Ils ont mandaté la banque Rothschild pour ce faire. Et la perle rare a été trouvée en Yamabiko. "Yamabiko, c’est 2 millions de produits par an dans le monde entier, c’est 1,2 milliard de chiffre d’affaires, expose Pierre Rion. Même s’il a pris une prise de participation majoritaire afin de consolider ses comptes vu qu’il est coté en Bourse, nous gardons de facto le contrôle opérationnel."
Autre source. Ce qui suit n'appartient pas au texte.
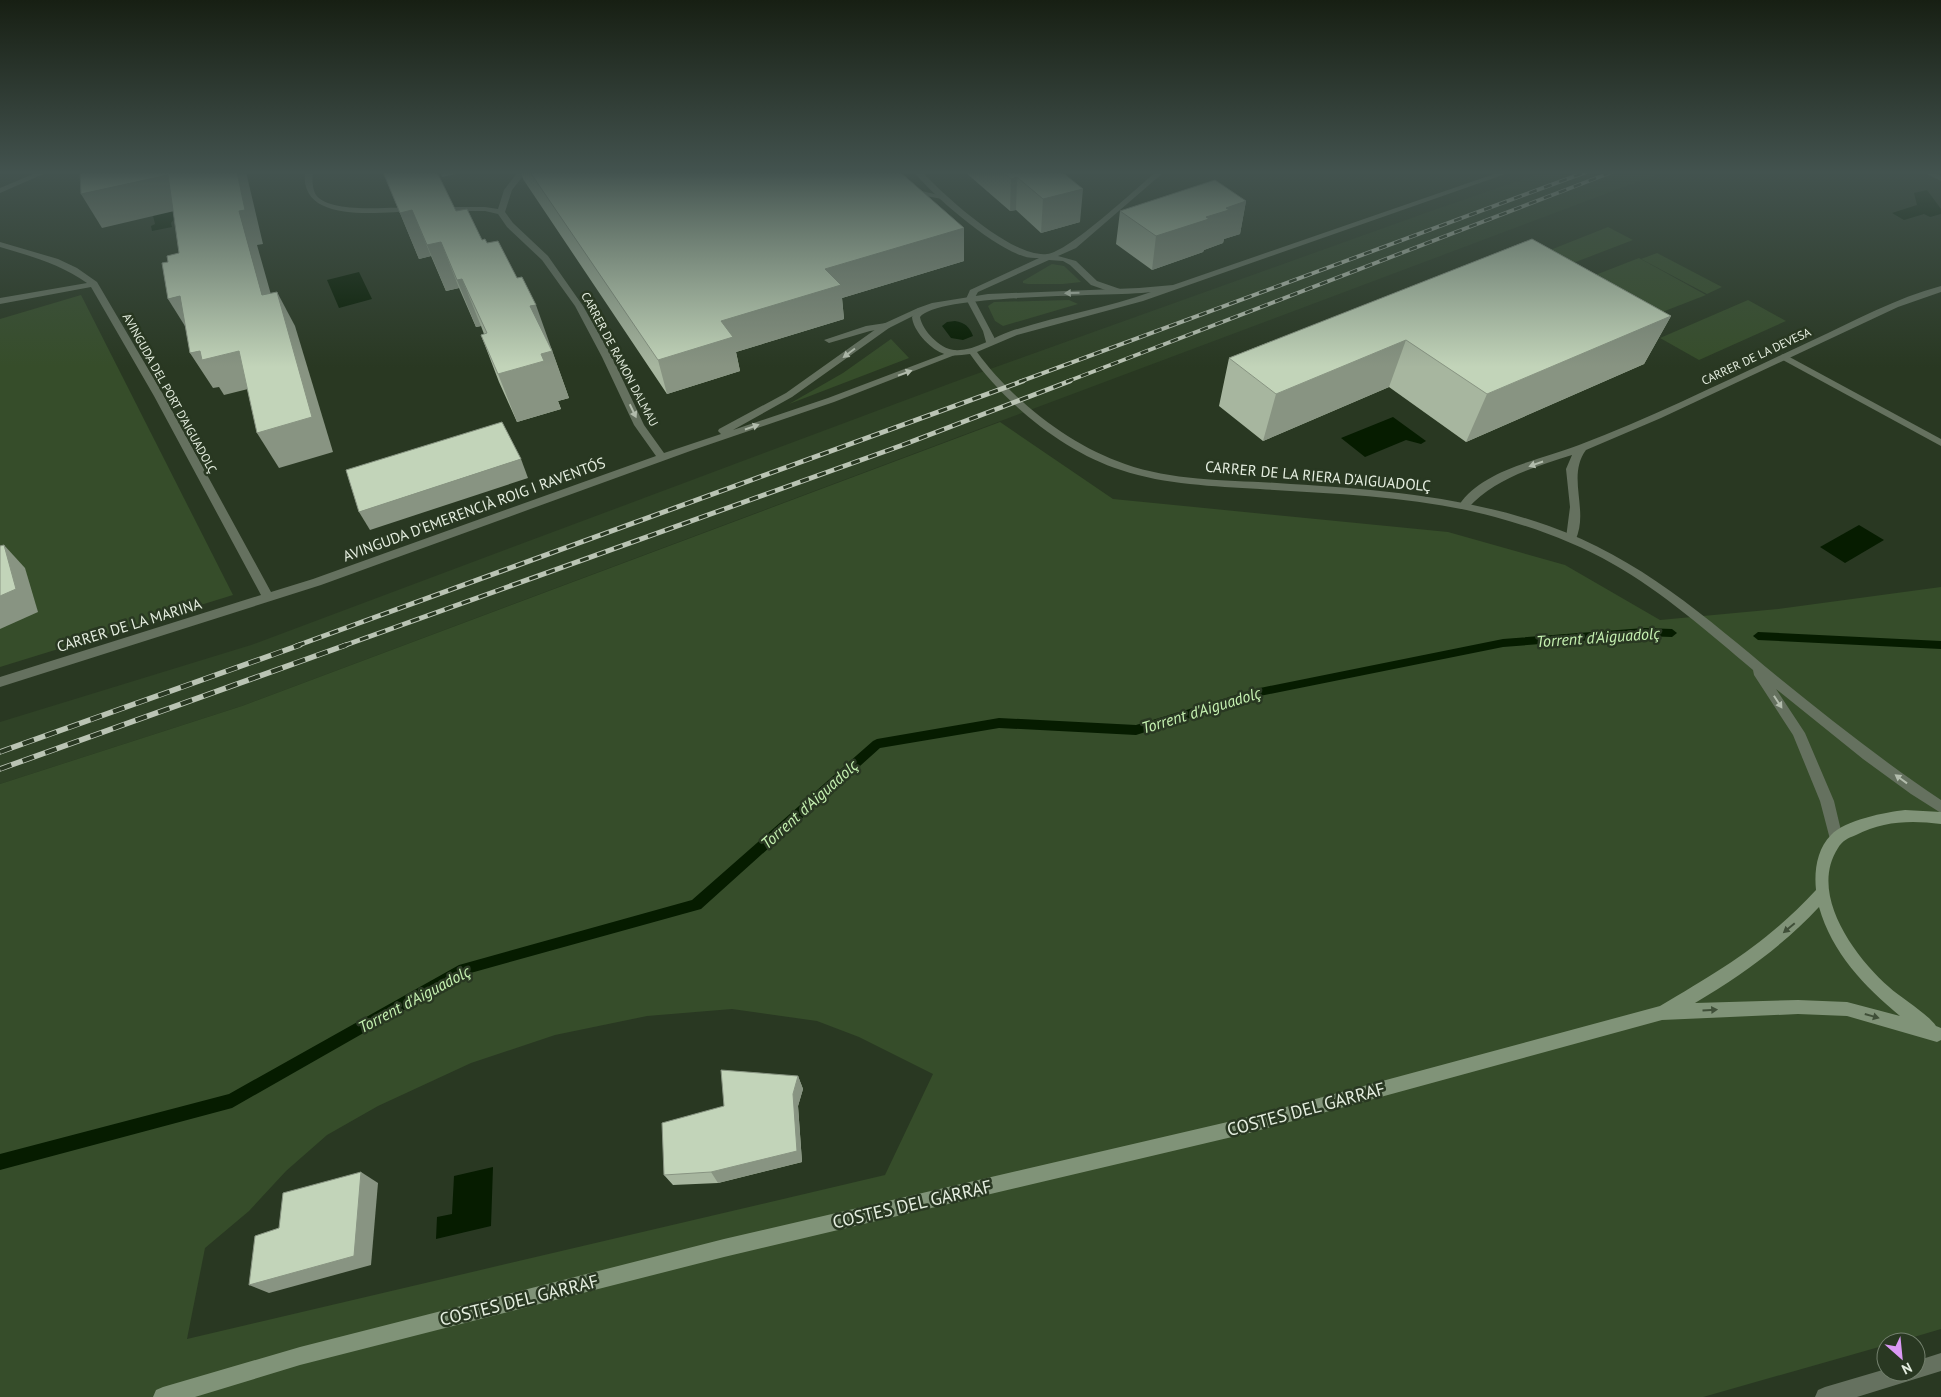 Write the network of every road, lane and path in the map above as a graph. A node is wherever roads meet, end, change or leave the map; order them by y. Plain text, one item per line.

Et ce dont le président du CA est le plus fier, c’est qu’à partir de 2019, la société wallonne sera le distributeur officiel pour l’Europe des produits qui ont fait la réputation de Yamabiko sous la marque Echo. Ainsi, les prévisions 2021 indiquent un chiffre d’affaires de 90 millions d’euros dont 25% avec des robots (environ 3.500 machines vendues). En trois ans, le chiffre d’affaires devrait donc être multiplié par 11 et la production de robots quintuplée. Ce n’est pas pour rien que l’entreprise a déménagé au mois d’août dans un site plus vaste. Vive l’Amérique. Vive le Japon. Vive la Wallonie.